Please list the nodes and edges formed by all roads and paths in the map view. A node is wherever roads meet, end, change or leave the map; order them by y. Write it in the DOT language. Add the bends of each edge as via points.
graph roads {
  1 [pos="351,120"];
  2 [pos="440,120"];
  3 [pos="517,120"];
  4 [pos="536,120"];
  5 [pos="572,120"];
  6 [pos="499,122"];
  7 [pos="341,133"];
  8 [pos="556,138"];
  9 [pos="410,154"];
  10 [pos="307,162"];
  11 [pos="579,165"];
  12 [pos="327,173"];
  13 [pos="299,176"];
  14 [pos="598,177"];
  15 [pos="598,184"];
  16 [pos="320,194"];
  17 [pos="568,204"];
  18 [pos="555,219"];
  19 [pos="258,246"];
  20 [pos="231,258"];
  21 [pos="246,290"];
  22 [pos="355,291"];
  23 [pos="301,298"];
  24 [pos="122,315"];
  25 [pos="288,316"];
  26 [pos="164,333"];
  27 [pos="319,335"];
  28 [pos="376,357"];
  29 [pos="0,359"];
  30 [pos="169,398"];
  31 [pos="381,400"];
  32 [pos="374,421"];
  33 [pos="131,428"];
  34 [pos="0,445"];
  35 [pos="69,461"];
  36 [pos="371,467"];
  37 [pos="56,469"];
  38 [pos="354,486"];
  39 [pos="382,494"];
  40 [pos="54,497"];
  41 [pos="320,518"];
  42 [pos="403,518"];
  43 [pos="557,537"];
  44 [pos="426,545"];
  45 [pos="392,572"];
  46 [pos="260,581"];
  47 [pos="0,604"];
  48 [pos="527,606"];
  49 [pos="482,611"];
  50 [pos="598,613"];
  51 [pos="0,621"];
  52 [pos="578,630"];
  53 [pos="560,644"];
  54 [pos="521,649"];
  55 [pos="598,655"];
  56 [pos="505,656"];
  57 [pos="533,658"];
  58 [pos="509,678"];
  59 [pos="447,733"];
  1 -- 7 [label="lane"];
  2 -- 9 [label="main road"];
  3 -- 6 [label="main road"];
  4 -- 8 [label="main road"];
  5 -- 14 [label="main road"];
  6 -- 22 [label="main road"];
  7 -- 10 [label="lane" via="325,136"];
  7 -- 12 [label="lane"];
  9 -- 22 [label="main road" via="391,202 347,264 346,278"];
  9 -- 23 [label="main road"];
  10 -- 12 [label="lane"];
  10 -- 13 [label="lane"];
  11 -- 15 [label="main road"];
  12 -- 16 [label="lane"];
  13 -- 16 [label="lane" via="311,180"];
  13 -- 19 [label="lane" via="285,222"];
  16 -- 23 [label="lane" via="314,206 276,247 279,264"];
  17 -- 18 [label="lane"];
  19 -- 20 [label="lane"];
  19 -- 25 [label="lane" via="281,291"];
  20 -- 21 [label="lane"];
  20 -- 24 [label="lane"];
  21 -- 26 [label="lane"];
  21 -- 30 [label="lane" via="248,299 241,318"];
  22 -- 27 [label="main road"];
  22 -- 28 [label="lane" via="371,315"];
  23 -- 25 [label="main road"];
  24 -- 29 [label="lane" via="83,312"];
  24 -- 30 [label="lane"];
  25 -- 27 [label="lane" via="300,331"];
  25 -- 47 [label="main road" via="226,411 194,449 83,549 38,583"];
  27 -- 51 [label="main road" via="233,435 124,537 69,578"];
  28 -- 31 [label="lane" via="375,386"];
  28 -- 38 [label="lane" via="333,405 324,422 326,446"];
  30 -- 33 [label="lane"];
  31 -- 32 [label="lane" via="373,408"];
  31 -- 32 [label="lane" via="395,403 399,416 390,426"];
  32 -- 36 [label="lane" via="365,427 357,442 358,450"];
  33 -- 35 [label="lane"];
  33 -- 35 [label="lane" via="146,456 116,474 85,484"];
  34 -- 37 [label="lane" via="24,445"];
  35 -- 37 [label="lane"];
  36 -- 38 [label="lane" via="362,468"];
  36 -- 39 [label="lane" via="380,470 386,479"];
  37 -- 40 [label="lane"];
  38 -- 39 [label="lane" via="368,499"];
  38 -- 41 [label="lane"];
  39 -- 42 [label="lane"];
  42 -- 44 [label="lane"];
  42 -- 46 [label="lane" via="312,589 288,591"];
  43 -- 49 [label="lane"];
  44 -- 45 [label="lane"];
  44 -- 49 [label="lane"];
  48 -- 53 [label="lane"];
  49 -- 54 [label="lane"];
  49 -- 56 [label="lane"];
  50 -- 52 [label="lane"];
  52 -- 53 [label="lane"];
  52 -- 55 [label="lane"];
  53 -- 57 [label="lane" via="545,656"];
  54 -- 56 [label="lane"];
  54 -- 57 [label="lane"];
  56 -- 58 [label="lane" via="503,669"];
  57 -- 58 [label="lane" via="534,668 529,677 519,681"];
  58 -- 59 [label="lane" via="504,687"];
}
☆ ☆ ☆ ☆ ☆ ☆ ☆
• **TASK ITEM**
Where a line in the records above contains the string "roads", return that line.

• **OUTPUT FOR THIS TASK**
Please list the nodes and edges formed by all roads and paths in the map view. A node is wherever roads meet, end, change or leave the map; order them by y. Write it in the DOT language. Add the bends of each edge as via points.
graph roads {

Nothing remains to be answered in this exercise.